Collected data entries:

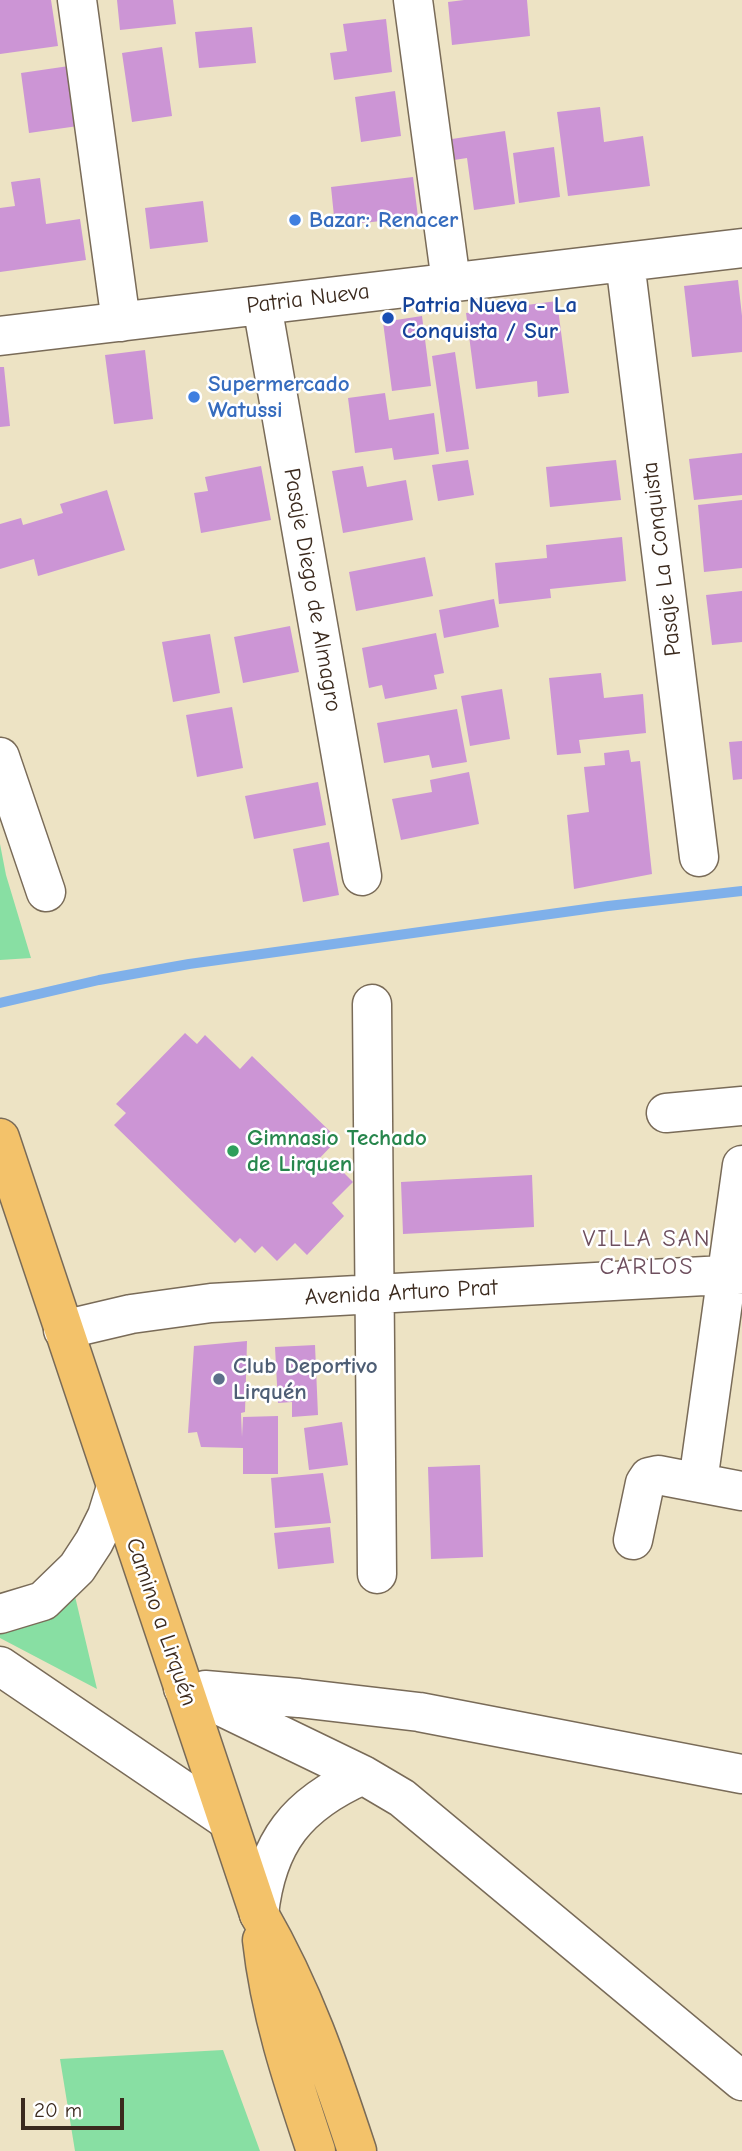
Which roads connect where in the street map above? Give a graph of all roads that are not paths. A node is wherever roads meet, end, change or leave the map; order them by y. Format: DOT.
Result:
graph roads {
  1 [pos="77,0"];
  2 [pos="413,0"];
  3 [pos="742,248"];
  4 [pos="625,262"];
  5 [pos="451,282"];
  6 [pos="262,305"];
  7 [pos="121,322"];
  8 [pos="0,336"];
  9 [pos="0,757"];
  10 [pos="698,857"];
  11 [pos="362,876"];
  12 [pos="46,891"];
  13 [pos="372,1004"];
  14 [pos="742,1107"];
  15 [pos="666,1113"];
  16 [pos="0,1138"];
  17 [pos="742,1165"];
  18 [pos="734,1275"];
  19 [pos="375,1294"];
  20 [pos="63,1330"];
  21 [pos="698,1482"];
  22 [pos="116,1487"];
  23 [pos="742,1491"];
  24 [pos="633,1540"];
  25 [pos="377,1574"];
  26 [pos="0,1614"];
  27 [pos="0,1666"];
  28 [pos="183,1688"];
  29 [pos="742,1774"];
  30 [pos="363,1775"];
  31 [pos="227,1820"];
  32 [pos="259,1914"];
  33 [pos="742,2081"];
  34 [pos="316,2151"];
  35 [pos="357,2151"];
  1 -- 7 [label="street"];
  2 -- 5 [label="street"];
  3 -- 4 [label="street, Patria Nueva"];
  4 -- 5 [label="street, Patria Nueva"];
  4 -- 10 [label="street, Pasaje La Conquista"];
  5 -- 6 [label="street, Patria Nueva"];
  6 -- 7 [label="street, Patria Nueva"];
  6 -- 11 [label="street, Pasaje Diego de Almagro"];
  7 -- 8 [label="street, Patria Nueva"];
  9 -- 12 [label="street"];
  13 -- 19 [label="street"];
  14 -- 15 [label="street"];
  16 -- 20 [label="main road, Camino a Lirquén"];
  17 -- 18 [label="street"];
  18 -- 19 [label="street, Avenida Arturo Prat"];
  18 -- 21 [label="street"];
  19 -- 20 [label="street, Avenida Arturo Prat"];
  19 -- 25 [label="street"];
  20 -- 22 [label="main road, Camino a Lirquén"];
  21 -- 23 [label="street"];
  21 -- 24 [label="street"];
  22 -- 26 [label="street"];
  22 -- 28 [label="main road, Camino a Lirquén"];
  27 -- 31 [label="street"];
  28 -- 29 [label="street"];
  28 -- 30 [label="street"];
  28 -- 31 [label="main road, Camino a Lirquén"];
  30 -- 32 [label="street"];
  30 -- 33 [label="street"];
  31 -- 32 [label="main road, Camino a Lirquén"];
  32 -- 34 [label="main road, Camino a Lirquén"];
  32 -- 35 [label="main road, Camino a Lirquén"];
}
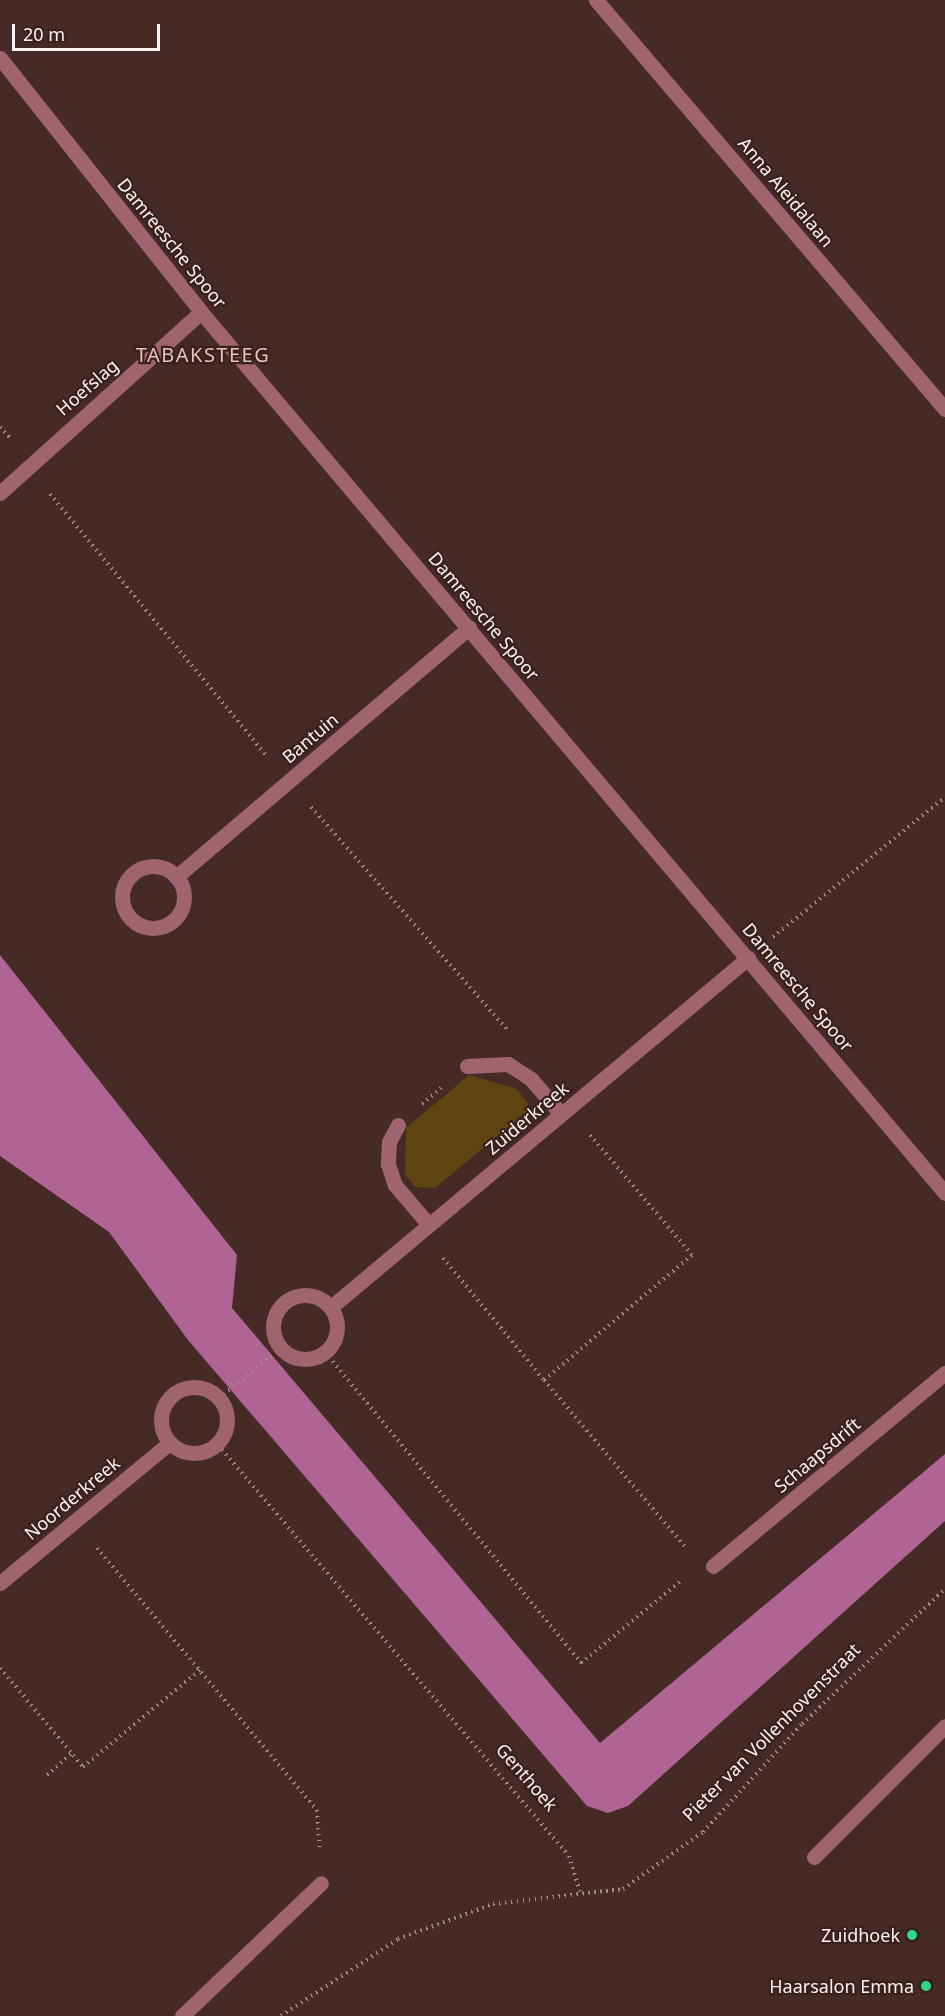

■ TASK DIRECTIONS:
Within the data above, how many lines contain "roads"? Respond with the tally alone.

■ TASK OUTPUT:
2